[vwnc] Querying Store for historical dependents

Previous Topic Next Topic
 
classic Classic list List threaded Threaded
6 messages Options
Reply | Threaded
Open this post in threaded view
|

[vwnc] Querying Store for historical dependents

Reinout Heeck-2
I am in dire need of a 'historical dependents' query tool for store.

I whipped up something but the query is way too slow to make it usable,
can anybody suggest how to improve the following (rather naive) code?


computePackages
   
    allPundles := ((((PropertyRecord
        allVersionsWithName: 'developmentPrerequisites'
        newerThan: (PropertyRecord new timeStamp: 0))
        select:
            [:record |
            record definition
                anySatisfy: [:arr | arr class = Array and: [(arr at: 2)
= packageName]]])
        collectAll: [:record | record containingPackages])
        reject: [:ea | ea isNil]) asList.
        ...



Regarding some cruftiness above note that our store db is ancient, it
contains data from somewhat broken Store versions, so:

--the 'newerThan:' keyword is there because some of our PropertyRecords
contain a nil timeStamp field, so the sorting would break.
  Skipping all versions without a timestamp was acceptable for the job
at hand today, however more complete solutions would be appreciated.

--the check for Array class is there because some of these records
return a Text as their definition. I am skipping them for now...

--the isNil test is there because (apparently) we have some properties
without the enclosing package (I guess, don't know whether
#enclosingPackages should ever return nils or whether that indicates our
db is too corrupt).



I have also a need for a 'historical senders of...' query, but have no
idea where to start with that one.
Any suggestions?



TIA,

Reinout
-------




_______________________________________________
vwnc mailing list
[hidden email]
http://lists.cs.uiuc.edu/mailman/listinfo/vwnc
Reply | Threaded
Open this post in threaded view
|

Re: [vwnc] Querying Store for historical dependents

Alan Knight-2
Use StoreGlorp and try the following. It could probably be made faster by not actually reading the properties and just doing a subselect, but that would be more work.
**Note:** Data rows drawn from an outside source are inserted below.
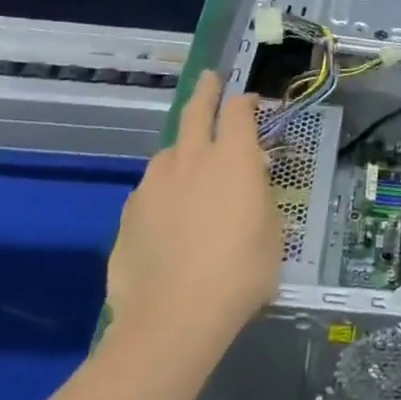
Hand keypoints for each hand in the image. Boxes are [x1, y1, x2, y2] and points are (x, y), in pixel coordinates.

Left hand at [107, 72, 282, 353]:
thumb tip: (249, 182)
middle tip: (210, 79)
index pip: (239, 111)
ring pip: (168, 153)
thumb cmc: (240, 273)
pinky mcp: (128, 215)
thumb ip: (260, 197)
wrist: (173, 320)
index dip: (246, 102)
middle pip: (196, 111)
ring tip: (189, 168)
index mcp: (232, 157)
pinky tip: (166, 216)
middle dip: (206, 91)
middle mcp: (191, 158)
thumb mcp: (272, 233)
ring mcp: (154, 185)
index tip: (250, 102)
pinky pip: (149, 191)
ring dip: (182, 150)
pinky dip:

It might give false positives if something matches the package name (e.g. the package is named 'A') and conceivably false negatives if the list of development prerequisites is huge (>255 characters so it doesn't fit in the searchString).  I think the false negatives are unlikely and it's probably fast enough to sort through the false positives in-memory.

packageName := 'StoreForGlorpVWUI'.
properties := session read: StoreProperty where: [:each |
   each timestamp notNil &
  (each name = 'developmentPrerequisites') &
   (each searchString like: ('%', packageName, '%'))].
propertyIds := properties collect: #primaryKey.
session read: StorePackage where: [:each |
        each propertiesRecordDictionary anySatisfy: [:eachProperty |
                eachProperty primaryKey in: propertyIds]].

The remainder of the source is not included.